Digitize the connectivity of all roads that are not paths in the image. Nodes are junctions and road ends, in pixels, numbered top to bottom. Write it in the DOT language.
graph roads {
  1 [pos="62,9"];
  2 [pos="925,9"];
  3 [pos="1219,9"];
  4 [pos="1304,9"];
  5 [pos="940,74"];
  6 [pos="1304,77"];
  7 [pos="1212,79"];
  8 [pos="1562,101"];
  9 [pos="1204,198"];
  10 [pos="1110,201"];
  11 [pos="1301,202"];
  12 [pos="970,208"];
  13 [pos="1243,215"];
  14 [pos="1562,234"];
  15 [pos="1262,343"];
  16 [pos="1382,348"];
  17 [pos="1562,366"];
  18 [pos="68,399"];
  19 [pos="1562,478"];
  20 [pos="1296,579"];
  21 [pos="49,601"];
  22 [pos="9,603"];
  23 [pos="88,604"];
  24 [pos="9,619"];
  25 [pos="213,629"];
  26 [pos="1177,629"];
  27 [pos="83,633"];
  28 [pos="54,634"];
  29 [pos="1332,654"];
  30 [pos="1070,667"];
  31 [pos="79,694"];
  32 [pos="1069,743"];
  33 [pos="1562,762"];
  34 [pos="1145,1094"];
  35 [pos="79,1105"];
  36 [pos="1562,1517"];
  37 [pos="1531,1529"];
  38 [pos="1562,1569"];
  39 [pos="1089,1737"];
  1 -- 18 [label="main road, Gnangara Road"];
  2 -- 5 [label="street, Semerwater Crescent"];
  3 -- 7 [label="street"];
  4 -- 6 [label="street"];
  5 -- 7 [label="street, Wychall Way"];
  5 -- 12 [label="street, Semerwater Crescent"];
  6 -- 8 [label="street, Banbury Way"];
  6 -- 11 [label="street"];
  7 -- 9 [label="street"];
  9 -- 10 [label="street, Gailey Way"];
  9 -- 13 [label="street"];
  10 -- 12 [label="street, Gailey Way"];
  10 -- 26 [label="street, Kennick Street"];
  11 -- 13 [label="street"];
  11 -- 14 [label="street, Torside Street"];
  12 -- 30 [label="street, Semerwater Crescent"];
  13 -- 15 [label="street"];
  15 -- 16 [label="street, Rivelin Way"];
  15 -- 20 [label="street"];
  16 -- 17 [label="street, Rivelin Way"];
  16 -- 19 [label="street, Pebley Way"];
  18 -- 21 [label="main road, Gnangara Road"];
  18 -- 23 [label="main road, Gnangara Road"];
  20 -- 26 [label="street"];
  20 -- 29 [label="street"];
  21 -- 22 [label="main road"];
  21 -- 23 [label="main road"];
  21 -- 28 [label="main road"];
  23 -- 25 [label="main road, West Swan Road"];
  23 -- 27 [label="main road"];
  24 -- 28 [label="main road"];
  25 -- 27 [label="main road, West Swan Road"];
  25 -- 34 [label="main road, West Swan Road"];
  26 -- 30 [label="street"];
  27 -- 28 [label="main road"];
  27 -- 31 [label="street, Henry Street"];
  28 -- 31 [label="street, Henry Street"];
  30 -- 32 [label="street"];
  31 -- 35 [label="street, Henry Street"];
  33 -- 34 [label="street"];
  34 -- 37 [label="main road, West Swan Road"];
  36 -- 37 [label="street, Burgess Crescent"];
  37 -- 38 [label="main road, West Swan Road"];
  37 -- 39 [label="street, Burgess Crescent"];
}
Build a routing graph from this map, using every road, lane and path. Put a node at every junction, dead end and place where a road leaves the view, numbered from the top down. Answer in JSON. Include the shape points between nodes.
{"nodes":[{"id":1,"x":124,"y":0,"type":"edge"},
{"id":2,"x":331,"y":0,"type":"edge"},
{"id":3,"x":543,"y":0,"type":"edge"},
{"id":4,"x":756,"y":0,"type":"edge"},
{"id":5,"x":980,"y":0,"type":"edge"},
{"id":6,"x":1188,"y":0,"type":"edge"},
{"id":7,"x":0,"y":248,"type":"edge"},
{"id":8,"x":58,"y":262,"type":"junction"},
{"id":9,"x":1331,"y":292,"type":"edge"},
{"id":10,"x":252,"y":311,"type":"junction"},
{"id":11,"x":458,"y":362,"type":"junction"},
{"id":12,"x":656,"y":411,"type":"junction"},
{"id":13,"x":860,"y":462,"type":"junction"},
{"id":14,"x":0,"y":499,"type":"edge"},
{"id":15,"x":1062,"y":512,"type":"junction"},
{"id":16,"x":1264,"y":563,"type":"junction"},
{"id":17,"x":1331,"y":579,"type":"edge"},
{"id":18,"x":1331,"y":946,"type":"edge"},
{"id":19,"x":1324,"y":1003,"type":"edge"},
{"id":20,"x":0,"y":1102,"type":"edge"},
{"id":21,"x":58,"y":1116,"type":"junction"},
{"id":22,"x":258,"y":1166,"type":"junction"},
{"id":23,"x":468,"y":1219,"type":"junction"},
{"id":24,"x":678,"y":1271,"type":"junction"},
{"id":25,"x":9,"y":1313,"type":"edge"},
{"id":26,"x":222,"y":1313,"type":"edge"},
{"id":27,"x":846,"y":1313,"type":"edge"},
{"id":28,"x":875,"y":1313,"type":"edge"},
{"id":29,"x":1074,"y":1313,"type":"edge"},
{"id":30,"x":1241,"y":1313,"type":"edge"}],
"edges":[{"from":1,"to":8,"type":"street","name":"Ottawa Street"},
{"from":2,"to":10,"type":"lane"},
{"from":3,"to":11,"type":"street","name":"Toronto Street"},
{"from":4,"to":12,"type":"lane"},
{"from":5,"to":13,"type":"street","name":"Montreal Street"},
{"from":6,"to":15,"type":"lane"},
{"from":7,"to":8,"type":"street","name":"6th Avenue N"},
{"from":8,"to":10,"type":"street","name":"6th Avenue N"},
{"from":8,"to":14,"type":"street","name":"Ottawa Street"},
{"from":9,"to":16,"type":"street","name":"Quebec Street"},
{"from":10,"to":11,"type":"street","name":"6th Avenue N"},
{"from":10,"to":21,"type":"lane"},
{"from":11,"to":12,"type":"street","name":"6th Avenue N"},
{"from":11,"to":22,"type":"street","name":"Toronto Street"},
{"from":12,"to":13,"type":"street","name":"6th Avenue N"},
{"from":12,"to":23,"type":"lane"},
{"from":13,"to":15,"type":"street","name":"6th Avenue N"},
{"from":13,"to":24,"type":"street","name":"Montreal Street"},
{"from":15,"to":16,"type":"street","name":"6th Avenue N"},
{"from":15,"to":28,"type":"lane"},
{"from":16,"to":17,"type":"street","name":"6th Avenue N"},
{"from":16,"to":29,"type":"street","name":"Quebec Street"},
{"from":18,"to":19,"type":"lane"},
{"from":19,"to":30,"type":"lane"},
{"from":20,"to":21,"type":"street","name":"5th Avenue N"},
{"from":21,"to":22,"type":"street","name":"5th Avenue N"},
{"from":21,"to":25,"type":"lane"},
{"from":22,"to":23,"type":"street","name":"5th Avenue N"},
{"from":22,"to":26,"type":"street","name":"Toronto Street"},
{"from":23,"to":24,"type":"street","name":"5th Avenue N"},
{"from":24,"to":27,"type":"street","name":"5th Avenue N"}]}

Exercise:
Copy every line of the material above in which the word "Toronto" appears.

Result:
{"from":3,"to":11,"type":"street","name":"Toronto Street"},
{"from":11,"to":22,"type":"street","name":"Toronto Street"},
{"from":22,"to":26,"type":"street","name":"Toronto Street"},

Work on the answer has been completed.